*Work request:*
Transcribe the entries, keeping every character the same.

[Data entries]

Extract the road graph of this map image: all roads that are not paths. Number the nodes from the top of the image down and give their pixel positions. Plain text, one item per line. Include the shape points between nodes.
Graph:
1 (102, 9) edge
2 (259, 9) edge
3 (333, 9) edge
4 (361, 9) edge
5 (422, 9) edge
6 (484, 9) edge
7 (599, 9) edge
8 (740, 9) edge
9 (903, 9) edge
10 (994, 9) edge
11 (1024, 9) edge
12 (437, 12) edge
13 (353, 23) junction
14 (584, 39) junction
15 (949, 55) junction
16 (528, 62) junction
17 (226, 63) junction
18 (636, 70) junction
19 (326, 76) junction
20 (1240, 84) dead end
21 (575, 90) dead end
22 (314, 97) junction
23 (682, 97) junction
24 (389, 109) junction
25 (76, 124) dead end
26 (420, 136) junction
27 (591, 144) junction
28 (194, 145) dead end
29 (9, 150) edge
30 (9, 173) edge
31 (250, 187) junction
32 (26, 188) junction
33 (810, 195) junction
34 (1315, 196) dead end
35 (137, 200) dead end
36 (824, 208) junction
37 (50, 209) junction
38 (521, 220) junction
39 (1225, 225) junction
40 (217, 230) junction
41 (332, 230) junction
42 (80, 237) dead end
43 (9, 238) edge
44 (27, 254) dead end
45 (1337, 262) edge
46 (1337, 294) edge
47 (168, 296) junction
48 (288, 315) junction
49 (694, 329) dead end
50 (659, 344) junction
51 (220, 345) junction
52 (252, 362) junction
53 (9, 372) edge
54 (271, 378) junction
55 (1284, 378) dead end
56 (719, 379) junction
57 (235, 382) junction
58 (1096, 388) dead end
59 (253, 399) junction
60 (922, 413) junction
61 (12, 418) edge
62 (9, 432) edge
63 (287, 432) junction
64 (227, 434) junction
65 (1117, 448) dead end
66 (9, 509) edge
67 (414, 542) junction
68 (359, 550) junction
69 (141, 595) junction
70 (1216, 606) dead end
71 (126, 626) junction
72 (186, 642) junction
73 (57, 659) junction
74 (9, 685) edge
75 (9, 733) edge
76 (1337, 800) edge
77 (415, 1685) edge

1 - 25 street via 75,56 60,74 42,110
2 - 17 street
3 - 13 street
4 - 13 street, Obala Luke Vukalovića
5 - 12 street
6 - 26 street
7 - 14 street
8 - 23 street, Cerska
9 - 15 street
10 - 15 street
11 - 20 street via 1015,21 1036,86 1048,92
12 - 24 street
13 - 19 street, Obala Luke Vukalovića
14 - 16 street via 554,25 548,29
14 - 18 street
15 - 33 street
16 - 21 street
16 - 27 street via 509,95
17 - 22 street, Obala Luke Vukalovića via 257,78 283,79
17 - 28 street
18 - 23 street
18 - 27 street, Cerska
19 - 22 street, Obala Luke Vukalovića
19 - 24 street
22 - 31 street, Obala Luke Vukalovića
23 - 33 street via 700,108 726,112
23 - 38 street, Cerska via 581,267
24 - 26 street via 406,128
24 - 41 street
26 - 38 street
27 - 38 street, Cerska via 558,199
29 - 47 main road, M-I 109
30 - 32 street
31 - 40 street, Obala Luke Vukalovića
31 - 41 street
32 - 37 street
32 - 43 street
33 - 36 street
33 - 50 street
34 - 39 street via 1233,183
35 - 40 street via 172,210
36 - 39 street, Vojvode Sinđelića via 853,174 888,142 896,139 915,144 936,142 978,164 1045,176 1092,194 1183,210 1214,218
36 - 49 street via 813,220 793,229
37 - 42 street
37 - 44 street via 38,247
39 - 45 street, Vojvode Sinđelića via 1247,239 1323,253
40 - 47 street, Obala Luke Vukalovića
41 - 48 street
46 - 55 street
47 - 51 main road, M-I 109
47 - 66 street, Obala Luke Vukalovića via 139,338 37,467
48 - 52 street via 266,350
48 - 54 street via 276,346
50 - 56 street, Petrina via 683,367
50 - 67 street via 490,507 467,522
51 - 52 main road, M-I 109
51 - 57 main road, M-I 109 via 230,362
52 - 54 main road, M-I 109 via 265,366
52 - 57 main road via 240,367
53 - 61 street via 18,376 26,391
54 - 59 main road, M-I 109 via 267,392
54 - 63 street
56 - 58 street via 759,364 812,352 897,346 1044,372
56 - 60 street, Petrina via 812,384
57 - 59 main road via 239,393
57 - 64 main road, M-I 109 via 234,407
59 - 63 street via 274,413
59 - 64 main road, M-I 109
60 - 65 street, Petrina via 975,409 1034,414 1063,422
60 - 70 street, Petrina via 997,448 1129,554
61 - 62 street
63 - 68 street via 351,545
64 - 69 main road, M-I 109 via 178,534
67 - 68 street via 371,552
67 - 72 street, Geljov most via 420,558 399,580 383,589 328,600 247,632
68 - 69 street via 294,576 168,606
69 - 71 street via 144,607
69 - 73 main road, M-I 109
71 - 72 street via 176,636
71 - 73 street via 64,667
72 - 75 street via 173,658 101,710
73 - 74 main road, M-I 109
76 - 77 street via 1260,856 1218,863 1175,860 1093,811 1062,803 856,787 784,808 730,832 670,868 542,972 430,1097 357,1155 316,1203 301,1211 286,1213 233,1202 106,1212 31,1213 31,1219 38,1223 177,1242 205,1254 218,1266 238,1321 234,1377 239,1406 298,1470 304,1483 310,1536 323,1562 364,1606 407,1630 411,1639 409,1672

*Solved exercise:*
Extract the road graph of this map image: all roads that are not paths. Number the nodes from the top of the image down and give their pixel positions. Plain text, one item per line. Include the shape points between nodes.
Graph:
1 (102, 9) edge
2 (259, 9) edge
3 (333, 9) edge
4 (361, 9) edge
5 (422, 9) edge
6 (484, 9) edge
7 (599, 9) edge
8 (740, 9) edge
9 (903, 9) edge
10 (994, 9) edge
11 (1024, 9) edge
12 (437, 12) edge
13 (353, 23) junction
14 (584, 39) junction
15 (949, 55) junction
16 (528, 62) junction
17 (226, 63) junction
18 (636, 70) junction
19 (326, 76) junction
20 (1240, 84) dead end
21 (575, 90) dead end
22 (314, 97) junction
23 (682, 97) junction
24 (389, 109) junction
25 (76, 124) dead end
26 (420, 136) junction
27 (591, 144) junction
28 (194, 145) dead end
29 (9, 150) edge
30 (9, 173) edge
31 (250, 187) junction
32 (26, 188) junction
33 (810, 195) junction
34 (1315, 196) dead end
35 (137, 200) dead end
36 (824, 208) junction
37 (50, 209) junction
38 (521, 220) junction
39 (1225, 225) junction
40 (217, 230) junction
41 (332, 230) junction
42 (80, 237) dead end
43 (9, 238) edge
44 (27, 254) dead end
45 (1337, 262) edge
46 (1337, 294) edge
47 (168, 296) junction
48 (288, 315) junction
49 (694, 329) dead end
50 (659, 344) junction
51 (220, 345) junction
52 (252, 362) junction
53 (9, 372) edge
54 (271, 378) junction
55 (1284, 378) dead end
56 (719, 379) junction
57 (235, 382) junction
58 (1096, 388) dead end
59 (253, 399) junction
60 (922, 413) junction
61 (12, 418) edge
62 (9, 432) edge
63 (287, 432) junction
64 (227, 434) junction
65 (1117, 448) dead end
66 (9, 509) edge
67 (414, 542) junction
68 (359, 550) junction
69 (141, 595) junction
70 (1216, 606) dead end
71 (126, 626) junction
72 (186, 642) junction
73 (57, 659) junction
74 (9, 685) edge
75 (9, 733) edge
76 (1337, 800) edge
77 (415, 1685) edge

1 - 25 street via 75,56 60,74 42,110
2 - 17 street
3 - 13 street
4 - 13 street, Obala Luke Vukalovića
5 - 12 street
6 - 26 street
7 - 14 street
8 - 23 street, Cerska
9 - 15 street
10 - 15 street
11 - 20 street via 1015,21 1036,86 1048,92
12 - 24 street
13 - 19 street, Obala Luke Vukalovića
14 - 16 street via 554,25 548,29
14 - 18 street
15 - 33 street
16 - 21 street
16 - 27 street via 509,95
17 - 22 street, Obala Luke Vukalovića via 257,78 283,79
17 - 28 street
18 - 23 street
18 - 27 street, Cerska
19 - 22 street, Obala Luke Vukalovića
19 - 24 street
22 - 31 street, Obala Luke Vukalovića
23 - 33 street via 700,108 726,112
23 - 38 street, Cerska via 581,267
24 - 26 street via 406,128
24 - 41 street
26 - 38 street
27 - 38 street, Cerska via 558,199
29 - 47 main road, M-I 109
30 - 32 street
31 - 40 street, Obala Luke Vukalovića
31 - 41 street
32 - 37 street
32 - 43 street
33 - 36 street
33 - 50 street
34 - 39 street via 1233,183
35 - 40 street via 172,210
36 - 39 street, Vojvode Sinđelića via 853,174 888,142 896,139 915,144 936,142 978,164 1045,176 1092,194 1183,210 1214,218
36 - 49 street via 813,220 793,229
37 - 42 street
37 - 44 street via 38,247
39 - 45 street, Vojvode Sinđelića via 1247,239 1323,253
40 - 47 street, Obala Luke Vukalovića
41 - 48 street
46 - 55 street
47 - 51 main road, M-I 109
47 - 66 street, Obala Luke Vukalovića via 139,338 37,467
48 - 52 street via 266,350
48 - 54 street via 276,346
50 - 56 street, Petrina via 683,367
50 - 67 street via 490,507 467,522
51 - 52 main road, M-I 109
51 - 57 main road, M-I 109 via 230,362
52 - 54 main road, M-I 109 via 265,366
52 - 57 main road via 240,367
53 - 61 street via 18,376 26,391
54 - 59 main road, M-I 109 via 267,392
54 - 63 street
56 - 58 street via 759,364 812,352 897,346 1044,372
56 - 60 street, Petrina via 812,384
57 - 59 main road via 239,393
57 - 64 main road, M-I 109 via 234,407
59 - 63 street via 274,413
59 - 64 main road, M-I 109
60 - 65 street, Petrina via 975,409 1034,414 1063,422
60 - 70 street, Petrina via 997,448 1129,554
61 - 62 street
63 - 68 street via 351,545
64 - 69 main road, M-I 109 via 178,534
67 - 68 street via 371,552
67 - 72 street, Geljov most via 420,558 399,580 383,589 328,600 247,632
68 - 69 street via 294,576 168,606
69 - 71 street via 144,607
69 - 73 main road, M-I 109
71 - 72 street via 176,636
71 - 73 street via 64,667
72 - 75 street via 173,658 101,710
73 - 74 main road, M-I 109
76 - 77 street via 1260,856 1218,863 1175,860 1093,811 1062,803 856,787 784,808 730,832 670,868 542,972 430,1097 357,1155 316,1203 301,1211 286,1213 233,1202 106,1212 31,1213 31,1219 38,1223 177,1242 205,1254 218,1266 238,1321 234,1377 239,1406 298,1470 304,1483 310,1536 323,1562 364,1606 407,1630 411,1639 409,1672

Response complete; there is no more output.